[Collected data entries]

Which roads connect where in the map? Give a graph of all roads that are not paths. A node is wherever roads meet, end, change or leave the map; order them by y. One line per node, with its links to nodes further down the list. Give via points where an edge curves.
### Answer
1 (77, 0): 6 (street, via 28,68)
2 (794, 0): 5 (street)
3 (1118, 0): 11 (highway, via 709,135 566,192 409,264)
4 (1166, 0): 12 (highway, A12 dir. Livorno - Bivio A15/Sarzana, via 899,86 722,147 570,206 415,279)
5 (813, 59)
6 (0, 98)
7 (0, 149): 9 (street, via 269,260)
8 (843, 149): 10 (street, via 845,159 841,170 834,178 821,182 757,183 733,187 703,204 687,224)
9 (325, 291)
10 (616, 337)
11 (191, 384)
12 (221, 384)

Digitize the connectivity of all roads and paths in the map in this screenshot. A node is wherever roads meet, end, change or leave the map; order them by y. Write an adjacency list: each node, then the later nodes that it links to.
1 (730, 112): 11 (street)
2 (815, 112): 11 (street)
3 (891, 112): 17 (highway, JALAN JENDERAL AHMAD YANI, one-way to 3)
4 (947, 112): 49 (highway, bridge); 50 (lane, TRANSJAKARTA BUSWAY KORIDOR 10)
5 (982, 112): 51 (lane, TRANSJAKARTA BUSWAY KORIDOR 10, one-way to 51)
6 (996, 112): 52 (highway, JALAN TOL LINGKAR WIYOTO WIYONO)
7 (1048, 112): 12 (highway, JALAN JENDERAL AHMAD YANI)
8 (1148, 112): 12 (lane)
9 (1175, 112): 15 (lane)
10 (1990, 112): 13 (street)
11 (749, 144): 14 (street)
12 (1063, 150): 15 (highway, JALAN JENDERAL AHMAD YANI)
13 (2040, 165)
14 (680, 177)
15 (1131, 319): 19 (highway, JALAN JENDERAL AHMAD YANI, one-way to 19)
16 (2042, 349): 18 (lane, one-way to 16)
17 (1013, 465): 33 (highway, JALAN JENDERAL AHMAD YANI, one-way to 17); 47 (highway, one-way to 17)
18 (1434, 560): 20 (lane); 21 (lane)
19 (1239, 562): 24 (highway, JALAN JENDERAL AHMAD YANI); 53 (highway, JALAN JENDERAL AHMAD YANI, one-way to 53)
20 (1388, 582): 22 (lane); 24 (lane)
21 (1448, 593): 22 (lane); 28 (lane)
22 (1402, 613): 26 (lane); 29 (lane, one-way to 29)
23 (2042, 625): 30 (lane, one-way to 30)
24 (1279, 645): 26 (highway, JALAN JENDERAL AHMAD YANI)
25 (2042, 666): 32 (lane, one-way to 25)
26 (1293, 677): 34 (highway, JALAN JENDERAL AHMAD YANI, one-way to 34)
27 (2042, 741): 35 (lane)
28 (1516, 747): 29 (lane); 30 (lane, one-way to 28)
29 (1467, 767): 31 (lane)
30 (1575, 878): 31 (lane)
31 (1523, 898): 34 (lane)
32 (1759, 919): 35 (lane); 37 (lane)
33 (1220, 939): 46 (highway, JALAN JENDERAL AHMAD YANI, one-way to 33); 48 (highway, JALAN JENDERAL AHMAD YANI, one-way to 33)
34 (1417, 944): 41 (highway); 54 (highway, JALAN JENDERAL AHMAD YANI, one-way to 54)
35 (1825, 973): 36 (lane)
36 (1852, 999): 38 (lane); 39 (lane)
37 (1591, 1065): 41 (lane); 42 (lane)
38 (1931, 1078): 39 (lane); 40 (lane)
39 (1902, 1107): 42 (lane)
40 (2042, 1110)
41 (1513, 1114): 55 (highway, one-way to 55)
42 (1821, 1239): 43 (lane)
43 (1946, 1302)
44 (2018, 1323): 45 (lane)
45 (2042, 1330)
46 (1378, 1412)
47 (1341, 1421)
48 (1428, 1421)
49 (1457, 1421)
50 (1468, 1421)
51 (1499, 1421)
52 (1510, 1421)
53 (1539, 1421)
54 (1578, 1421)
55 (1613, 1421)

- Task:
Count the lines above that contain the word "BUSWAY", and reply with only that number.

- Response for this exercise:
2